[Records drawn from a dataset]

========================

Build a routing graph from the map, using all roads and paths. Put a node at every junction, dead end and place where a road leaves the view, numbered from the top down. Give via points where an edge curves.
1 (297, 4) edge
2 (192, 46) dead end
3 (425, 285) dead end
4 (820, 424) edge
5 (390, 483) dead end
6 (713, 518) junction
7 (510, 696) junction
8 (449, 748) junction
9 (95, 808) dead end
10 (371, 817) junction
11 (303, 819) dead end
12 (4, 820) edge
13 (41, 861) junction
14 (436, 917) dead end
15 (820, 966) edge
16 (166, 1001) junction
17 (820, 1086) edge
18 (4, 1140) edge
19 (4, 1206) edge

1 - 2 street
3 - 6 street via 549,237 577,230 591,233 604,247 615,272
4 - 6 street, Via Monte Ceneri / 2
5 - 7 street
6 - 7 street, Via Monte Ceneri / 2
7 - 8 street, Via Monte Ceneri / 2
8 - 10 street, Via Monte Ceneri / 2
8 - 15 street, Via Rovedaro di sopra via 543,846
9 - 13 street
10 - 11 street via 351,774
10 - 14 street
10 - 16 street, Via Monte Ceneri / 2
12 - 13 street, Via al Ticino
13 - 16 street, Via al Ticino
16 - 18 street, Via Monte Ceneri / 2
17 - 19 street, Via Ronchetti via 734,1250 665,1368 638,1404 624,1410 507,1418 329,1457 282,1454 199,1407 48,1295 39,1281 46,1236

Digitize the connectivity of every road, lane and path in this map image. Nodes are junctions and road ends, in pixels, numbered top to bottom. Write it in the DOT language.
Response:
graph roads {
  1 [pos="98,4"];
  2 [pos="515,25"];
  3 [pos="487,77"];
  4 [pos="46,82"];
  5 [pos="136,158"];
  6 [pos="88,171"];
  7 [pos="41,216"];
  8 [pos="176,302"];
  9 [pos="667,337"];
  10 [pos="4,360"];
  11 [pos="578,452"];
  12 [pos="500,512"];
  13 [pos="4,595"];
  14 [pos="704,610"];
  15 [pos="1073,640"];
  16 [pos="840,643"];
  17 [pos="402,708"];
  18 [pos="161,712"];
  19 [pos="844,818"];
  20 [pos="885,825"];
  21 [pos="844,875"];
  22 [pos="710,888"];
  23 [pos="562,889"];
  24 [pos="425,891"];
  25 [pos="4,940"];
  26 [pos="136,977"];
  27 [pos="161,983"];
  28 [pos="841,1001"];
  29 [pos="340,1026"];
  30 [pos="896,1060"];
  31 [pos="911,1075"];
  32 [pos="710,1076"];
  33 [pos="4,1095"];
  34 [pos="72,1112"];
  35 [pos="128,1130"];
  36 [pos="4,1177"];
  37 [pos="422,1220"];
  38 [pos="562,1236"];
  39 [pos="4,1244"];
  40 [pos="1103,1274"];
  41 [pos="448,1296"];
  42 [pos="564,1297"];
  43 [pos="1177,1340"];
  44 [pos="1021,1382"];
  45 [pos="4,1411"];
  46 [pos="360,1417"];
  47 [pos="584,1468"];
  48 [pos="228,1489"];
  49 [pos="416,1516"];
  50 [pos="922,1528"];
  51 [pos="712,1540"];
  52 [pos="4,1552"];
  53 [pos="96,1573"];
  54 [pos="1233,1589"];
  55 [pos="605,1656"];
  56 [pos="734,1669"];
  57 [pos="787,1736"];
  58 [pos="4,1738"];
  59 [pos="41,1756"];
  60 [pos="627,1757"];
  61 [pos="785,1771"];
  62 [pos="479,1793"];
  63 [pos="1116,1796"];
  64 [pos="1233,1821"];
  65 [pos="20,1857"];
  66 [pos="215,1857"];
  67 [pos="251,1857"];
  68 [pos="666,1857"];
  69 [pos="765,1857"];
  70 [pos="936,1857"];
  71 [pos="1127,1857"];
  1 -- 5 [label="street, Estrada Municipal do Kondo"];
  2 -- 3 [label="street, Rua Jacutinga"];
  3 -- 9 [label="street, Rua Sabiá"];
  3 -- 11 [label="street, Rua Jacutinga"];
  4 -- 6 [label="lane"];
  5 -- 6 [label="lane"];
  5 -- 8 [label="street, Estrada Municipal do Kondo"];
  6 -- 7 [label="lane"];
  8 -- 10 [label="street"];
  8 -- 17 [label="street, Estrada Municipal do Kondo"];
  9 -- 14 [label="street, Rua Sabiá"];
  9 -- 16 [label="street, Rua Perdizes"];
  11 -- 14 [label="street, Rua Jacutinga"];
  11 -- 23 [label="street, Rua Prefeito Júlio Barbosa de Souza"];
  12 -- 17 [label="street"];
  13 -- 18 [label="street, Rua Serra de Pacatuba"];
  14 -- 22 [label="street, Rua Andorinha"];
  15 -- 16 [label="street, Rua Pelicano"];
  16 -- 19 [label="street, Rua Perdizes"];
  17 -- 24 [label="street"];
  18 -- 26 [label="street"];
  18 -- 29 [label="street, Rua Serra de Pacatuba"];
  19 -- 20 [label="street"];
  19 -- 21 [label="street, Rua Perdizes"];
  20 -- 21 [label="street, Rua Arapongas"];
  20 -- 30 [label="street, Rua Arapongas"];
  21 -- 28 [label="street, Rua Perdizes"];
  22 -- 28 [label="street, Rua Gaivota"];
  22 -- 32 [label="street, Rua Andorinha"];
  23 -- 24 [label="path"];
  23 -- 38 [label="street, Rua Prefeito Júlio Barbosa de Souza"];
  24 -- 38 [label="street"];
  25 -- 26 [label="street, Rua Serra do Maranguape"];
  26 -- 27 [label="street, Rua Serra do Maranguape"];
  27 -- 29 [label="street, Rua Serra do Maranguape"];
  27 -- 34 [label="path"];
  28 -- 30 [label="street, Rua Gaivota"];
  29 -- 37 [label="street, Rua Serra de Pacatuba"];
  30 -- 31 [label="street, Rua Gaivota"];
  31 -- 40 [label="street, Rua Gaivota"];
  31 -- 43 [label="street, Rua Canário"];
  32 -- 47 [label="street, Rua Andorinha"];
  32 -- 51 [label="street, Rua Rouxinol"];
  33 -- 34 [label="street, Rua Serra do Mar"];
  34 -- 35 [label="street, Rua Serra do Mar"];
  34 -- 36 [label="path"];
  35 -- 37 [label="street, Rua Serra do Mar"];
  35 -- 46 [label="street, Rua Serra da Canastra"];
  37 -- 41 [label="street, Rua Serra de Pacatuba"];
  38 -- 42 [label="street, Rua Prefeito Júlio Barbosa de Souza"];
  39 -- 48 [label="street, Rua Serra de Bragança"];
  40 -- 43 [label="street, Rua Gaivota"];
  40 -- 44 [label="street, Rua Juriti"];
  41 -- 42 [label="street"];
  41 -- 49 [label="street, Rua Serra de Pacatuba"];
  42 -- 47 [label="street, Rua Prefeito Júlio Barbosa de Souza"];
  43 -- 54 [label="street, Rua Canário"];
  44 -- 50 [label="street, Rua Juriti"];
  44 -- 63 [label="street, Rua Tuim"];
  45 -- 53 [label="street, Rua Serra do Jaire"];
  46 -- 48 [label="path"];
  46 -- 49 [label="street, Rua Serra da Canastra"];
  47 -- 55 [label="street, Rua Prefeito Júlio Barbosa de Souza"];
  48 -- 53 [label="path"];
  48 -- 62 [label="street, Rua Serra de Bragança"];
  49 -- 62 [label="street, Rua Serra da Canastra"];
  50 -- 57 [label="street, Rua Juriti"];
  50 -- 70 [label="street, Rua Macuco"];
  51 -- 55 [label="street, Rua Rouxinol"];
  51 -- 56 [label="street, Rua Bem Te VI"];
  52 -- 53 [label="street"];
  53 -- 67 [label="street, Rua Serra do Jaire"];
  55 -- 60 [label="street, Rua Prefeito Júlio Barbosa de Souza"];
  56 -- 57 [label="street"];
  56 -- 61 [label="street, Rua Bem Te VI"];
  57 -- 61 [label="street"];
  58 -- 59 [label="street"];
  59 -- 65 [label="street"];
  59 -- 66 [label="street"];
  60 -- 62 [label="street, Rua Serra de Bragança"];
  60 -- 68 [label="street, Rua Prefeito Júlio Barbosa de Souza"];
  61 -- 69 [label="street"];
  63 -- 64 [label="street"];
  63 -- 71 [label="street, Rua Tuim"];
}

========================

> [Exercise directions] The expected answer is one number: how many lines above contain "Ticino".

> [Solution] 2